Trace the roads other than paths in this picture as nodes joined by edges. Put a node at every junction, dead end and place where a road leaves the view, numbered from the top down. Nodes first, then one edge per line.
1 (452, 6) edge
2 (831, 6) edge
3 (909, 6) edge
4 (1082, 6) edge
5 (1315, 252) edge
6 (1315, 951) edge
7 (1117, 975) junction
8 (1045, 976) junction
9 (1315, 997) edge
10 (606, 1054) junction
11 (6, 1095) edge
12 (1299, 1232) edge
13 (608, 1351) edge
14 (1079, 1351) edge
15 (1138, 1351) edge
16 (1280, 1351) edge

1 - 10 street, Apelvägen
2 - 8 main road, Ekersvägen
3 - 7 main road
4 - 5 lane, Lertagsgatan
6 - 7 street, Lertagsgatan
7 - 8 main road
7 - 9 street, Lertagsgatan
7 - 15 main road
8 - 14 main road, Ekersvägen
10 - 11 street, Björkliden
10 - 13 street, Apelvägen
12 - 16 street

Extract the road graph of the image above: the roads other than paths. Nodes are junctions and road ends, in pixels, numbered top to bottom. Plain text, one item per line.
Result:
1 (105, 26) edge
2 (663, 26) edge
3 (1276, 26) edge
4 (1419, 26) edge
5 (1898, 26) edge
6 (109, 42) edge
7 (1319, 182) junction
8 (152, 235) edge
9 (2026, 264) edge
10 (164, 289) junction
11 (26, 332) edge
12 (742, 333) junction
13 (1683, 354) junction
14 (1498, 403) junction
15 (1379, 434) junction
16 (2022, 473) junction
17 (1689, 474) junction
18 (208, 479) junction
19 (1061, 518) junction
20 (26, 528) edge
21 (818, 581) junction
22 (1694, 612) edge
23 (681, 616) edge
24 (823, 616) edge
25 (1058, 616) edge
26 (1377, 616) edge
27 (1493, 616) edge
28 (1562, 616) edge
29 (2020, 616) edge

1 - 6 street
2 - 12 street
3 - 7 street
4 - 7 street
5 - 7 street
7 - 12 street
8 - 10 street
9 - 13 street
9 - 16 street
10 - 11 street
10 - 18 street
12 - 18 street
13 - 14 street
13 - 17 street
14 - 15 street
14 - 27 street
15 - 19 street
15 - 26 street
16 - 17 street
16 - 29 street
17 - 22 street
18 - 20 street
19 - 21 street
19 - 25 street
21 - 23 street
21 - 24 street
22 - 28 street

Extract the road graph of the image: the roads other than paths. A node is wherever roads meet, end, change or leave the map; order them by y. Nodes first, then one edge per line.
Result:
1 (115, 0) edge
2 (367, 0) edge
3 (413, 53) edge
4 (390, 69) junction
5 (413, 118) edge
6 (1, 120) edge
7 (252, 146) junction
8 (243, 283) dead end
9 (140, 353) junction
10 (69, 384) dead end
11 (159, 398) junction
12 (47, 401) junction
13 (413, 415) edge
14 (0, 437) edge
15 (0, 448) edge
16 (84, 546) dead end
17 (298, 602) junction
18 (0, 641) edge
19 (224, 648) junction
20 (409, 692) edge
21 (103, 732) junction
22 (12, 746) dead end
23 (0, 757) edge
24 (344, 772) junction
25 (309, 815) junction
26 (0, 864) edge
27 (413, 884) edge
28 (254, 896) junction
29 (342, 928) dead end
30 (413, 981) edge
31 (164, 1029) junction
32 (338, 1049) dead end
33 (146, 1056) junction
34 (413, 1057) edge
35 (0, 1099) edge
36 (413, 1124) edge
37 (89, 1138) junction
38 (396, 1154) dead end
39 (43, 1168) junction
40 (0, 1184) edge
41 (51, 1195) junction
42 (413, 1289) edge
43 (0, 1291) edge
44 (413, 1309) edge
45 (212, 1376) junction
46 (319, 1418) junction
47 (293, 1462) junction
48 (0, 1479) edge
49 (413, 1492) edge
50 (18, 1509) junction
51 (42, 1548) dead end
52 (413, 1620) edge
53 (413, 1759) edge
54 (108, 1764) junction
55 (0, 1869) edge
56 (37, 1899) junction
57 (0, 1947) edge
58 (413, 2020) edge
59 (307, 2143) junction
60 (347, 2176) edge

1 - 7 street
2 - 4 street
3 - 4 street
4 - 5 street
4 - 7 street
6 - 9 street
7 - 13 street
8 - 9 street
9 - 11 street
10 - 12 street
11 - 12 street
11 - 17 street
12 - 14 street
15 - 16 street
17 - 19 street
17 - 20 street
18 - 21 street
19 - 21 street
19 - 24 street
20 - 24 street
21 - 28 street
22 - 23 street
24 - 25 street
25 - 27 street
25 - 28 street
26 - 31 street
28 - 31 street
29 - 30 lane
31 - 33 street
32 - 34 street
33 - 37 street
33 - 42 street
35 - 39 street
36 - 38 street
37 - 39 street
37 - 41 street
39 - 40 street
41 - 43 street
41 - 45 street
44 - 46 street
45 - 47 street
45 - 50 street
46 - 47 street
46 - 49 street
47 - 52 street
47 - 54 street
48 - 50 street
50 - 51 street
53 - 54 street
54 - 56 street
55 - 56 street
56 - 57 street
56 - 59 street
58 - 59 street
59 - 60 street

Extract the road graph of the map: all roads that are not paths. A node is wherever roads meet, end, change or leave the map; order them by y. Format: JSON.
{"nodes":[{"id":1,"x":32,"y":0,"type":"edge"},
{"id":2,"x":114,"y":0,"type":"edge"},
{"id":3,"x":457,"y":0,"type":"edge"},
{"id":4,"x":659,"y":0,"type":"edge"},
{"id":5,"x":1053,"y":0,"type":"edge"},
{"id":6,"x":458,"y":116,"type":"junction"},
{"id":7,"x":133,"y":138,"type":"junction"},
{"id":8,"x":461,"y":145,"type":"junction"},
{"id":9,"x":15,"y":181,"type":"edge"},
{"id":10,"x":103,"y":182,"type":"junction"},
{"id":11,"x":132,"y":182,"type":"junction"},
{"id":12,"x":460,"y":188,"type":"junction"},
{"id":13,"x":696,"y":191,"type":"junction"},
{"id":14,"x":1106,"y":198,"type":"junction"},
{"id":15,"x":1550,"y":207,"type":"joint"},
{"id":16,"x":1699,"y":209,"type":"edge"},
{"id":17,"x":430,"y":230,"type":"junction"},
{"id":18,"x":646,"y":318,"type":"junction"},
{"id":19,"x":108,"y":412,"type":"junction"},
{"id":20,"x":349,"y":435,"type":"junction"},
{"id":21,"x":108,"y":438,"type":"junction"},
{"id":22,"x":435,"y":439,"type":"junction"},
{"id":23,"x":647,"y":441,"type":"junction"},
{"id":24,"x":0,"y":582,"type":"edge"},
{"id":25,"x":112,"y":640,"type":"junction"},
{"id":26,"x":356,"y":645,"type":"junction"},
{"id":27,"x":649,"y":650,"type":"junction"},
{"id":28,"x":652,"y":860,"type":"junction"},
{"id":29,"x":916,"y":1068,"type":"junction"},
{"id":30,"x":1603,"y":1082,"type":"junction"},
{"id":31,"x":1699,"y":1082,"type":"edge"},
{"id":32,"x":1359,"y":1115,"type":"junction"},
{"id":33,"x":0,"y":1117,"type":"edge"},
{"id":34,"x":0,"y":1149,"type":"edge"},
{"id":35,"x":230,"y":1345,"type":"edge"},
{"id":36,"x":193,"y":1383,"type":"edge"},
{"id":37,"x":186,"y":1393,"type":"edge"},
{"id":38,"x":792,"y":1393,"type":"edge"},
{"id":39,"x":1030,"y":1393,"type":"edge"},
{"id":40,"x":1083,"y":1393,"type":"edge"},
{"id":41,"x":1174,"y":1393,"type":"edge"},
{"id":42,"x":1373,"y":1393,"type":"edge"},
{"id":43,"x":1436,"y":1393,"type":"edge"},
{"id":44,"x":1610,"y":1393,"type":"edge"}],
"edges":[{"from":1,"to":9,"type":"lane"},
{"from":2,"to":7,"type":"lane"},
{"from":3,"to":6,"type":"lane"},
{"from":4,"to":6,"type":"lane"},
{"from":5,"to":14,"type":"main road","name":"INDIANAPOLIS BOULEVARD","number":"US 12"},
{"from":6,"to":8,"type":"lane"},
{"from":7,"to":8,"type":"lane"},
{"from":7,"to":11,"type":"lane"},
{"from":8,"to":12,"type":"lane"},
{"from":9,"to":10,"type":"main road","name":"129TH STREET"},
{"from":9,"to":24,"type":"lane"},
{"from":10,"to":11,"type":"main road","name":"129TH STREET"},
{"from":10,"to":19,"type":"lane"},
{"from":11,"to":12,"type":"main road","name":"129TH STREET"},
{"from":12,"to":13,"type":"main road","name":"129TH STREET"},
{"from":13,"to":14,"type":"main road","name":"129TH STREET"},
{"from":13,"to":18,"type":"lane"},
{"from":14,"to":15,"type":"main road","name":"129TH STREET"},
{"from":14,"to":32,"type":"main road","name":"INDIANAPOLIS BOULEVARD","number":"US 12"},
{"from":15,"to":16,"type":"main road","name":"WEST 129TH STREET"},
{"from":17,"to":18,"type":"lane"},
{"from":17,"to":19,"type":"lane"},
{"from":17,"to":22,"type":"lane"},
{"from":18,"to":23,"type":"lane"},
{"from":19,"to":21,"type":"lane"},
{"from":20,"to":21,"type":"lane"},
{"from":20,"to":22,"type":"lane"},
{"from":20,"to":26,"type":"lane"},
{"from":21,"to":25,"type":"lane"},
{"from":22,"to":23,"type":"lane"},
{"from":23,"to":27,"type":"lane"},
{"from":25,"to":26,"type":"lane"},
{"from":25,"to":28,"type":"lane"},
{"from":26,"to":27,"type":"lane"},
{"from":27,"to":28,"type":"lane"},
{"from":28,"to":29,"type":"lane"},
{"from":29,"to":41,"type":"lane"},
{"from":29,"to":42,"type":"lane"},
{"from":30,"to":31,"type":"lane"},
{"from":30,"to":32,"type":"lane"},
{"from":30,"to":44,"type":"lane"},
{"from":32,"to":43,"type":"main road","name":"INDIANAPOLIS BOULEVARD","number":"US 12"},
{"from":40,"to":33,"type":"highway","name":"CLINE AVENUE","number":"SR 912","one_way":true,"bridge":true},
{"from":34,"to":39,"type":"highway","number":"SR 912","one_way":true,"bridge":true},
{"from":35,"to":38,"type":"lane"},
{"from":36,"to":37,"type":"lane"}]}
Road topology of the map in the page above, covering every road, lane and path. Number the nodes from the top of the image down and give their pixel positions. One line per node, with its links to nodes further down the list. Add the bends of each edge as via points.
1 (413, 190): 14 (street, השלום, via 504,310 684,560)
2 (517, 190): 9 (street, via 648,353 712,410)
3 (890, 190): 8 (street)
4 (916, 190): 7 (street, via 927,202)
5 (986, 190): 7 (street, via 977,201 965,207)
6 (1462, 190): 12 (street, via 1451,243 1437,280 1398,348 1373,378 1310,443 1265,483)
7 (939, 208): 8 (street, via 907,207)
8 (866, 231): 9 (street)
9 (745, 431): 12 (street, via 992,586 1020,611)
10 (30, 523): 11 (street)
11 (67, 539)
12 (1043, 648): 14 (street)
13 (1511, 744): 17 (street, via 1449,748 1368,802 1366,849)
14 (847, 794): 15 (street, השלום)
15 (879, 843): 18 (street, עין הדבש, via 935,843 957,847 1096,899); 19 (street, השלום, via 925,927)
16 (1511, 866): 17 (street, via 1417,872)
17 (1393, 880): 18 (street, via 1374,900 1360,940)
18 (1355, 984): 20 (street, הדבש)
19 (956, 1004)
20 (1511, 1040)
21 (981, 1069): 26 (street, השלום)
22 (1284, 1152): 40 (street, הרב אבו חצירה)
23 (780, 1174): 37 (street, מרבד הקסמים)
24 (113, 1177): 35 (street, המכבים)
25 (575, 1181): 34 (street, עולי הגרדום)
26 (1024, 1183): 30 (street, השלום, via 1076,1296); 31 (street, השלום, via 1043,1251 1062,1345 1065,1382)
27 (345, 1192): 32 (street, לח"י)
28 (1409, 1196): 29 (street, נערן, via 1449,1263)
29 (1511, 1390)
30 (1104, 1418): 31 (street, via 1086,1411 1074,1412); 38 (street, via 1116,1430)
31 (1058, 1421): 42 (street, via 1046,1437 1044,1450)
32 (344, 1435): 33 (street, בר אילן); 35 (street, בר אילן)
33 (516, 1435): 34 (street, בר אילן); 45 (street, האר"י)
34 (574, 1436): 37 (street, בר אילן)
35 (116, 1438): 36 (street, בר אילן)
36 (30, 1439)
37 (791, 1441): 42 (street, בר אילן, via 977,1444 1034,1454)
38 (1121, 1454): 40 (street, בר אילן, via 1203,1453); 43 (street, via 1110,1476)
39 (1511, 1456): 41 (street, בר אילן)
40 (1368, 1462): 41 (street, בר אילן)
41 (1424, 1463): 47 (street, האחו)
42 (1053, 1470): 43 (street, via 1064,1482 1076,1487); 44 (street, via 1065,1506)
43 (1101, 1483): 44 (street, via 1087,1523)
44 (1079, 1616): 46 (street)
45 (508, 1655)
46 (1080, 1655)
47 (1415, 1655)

────────────────

Your task. Return each line of the data that contains the string "Ekersvägen".

Answer box.
2 - 8 main road, Ekersvägen
8 - 14 main road, Ekersvägen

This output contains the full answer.